Content starts

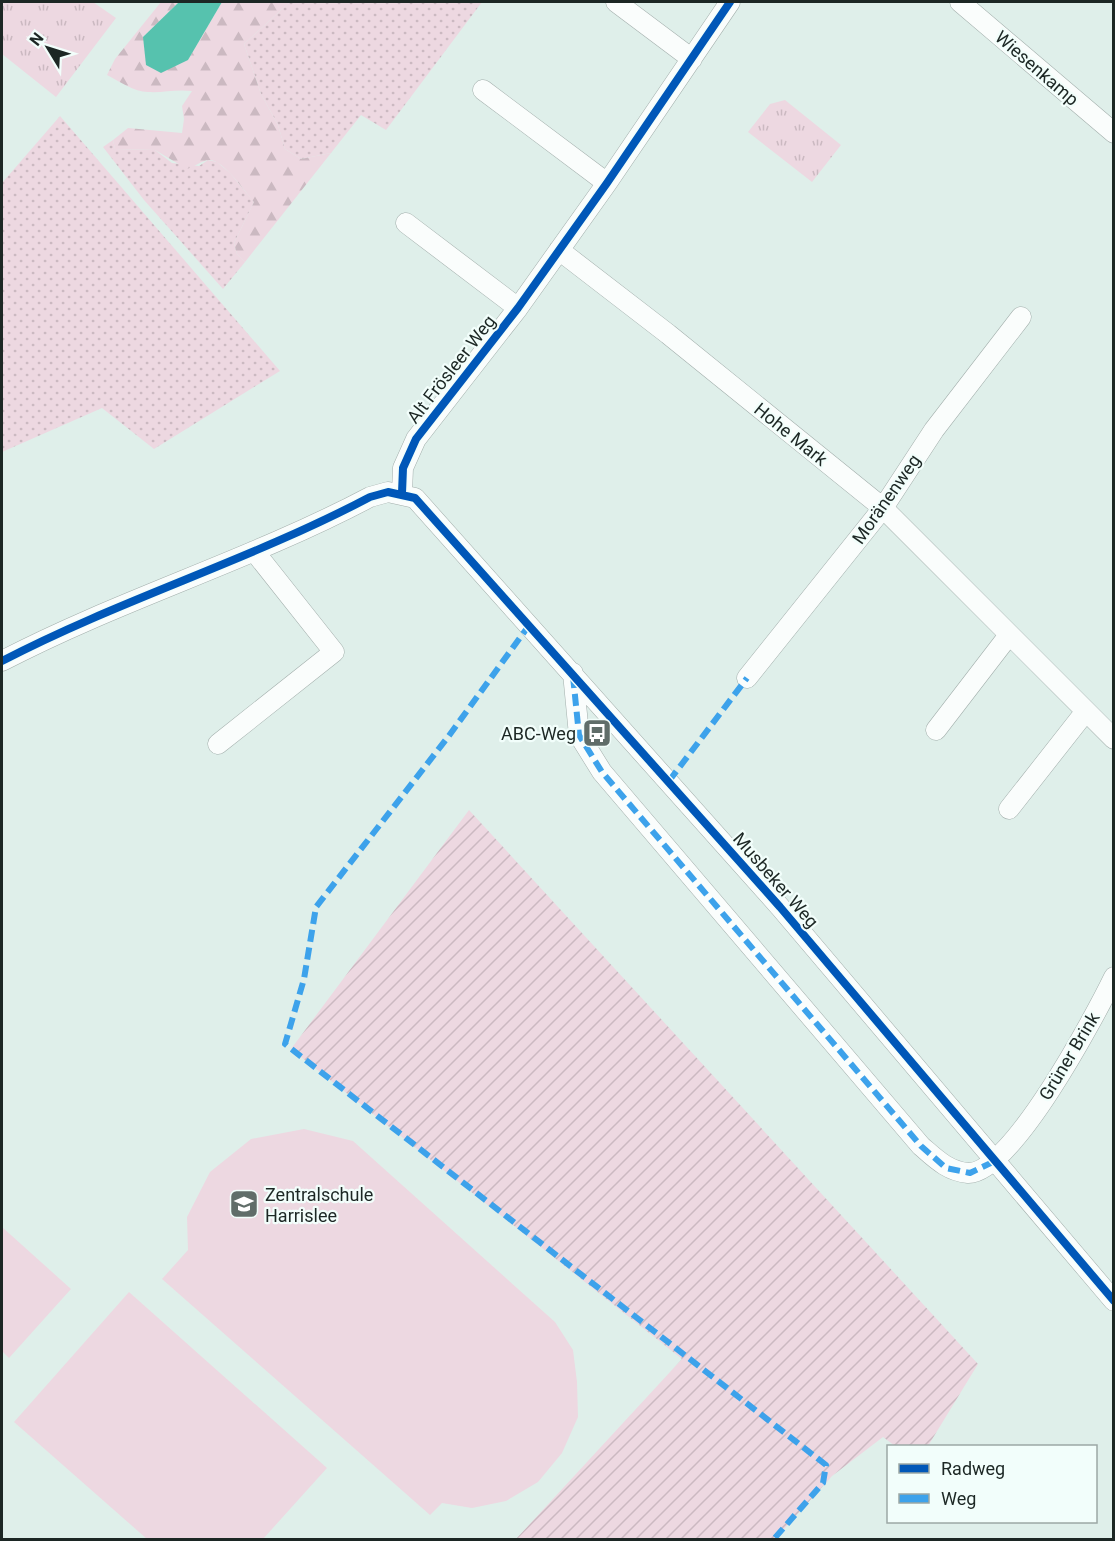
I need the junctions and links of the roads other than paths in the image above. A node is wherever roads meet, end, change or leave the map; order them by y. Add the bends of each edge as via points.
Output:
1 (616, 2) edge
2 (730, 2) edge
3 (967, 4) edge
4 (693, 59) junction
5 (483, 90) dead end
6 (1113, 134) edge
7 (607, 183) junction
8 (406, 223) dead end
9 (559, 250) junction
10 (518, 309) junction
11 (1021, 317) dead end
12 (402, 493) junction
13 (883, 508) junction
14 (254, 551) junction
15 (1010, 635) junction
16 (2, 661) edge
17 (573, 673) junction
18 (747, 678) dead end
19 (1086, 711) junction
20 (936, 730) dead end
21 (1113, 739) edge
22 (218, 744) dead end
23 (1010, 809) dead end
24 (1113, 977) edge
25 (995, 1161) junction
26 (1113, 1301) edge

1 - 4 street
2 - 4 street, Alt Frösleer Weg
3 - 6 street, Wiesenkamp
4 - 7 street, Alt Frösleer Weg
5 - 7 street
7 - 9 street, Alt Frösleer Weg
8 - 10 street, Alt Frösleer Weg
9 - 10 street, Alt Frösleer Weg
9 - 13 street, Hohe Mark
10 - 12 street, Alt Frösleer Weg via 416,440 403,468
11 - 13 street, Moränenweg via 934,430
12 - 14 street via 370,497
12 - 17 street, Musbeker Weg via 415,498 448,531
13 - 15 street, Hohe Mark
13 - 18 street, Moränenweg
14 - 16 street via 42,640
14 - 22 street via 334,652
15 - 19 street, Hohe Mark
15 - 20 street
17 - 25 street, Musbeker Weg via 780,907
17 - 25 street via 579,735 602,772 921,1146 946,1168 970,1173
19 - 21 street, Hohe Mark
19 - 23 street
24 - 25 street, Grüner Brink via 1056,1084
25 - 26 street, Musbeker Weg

Content ends

Your objective -
Every line of the listing should be copied precisely, with images omitted.

Exercise answer -
I need the junctions and links of the roads other than paths in the image above. A node is wherever roads meet, end, change or leave the map; order them by y. Add the bends of each edge as via points.
Output:
1 (616, 2) edge
2 (730, 2) edge
3 (967, 4) edge
4 (693, 59) junction
5 (483, 90) dead end
6 (1113, 134) edge
7 (607, 183) junction
8 (406, 223) dead end
9 (559, 250) junction
10 (518, 309) junction
11 (1021, 317) dead end
12 (402, 493) junction
13 (883, 508) junction
14 (254, 551) junction
15 (1010, 635) junction
16 (2, 661) edge
17 (573, 673) junction
18 (747, 678) dead end
19 (1086, 711) junction
20 (936, 730) dead end
21 (1113, 739) edge
22 (218, 744) dead end
23 (1010, 809) dead end
24 (1113, 977) edge
25 (995, 1161) junction
26 (1113, 1301) edge

1 - 4 street
2 - 4 street, Alt Frösleer Weg
3 - 6 street, Wiesenkamp
4 - 7 street, Alt Frösleer Weg
5 - 7 street
7 - 9 street, Alt Frösleer Weg
8 - 10 street, Alt Frösleer Weg
9 - 10 street, Alt Frösleer Weg
9 - 13 street, Hohe Mark
10 - 12 street, Alt Frösleer Weg via 416,440 403,468
11 - 13 street, Moränenweg via 934,430
12 - 14 street via 370,497
12 - 17 street, Musbeker Weg via 415,498 448,531
13 - 15 street, Hohe Mark
13 - 18 street, Moränenweg
14 - 16 street via 42,640
14 - 22 street via 334,652
15 - 19 street, Hohe Mark
15 - 20 street
17 - 25 street, Musbeker Weg via 780,907
17 - 25 street via 579,735 602,772 921,1146 946,1168 970,1173
19 - 21 street, Hohe Mark
19 - 23 street
24 - 25 street, Grüner Brink via 1056,1084
25 - 26 street, Musbeker Weg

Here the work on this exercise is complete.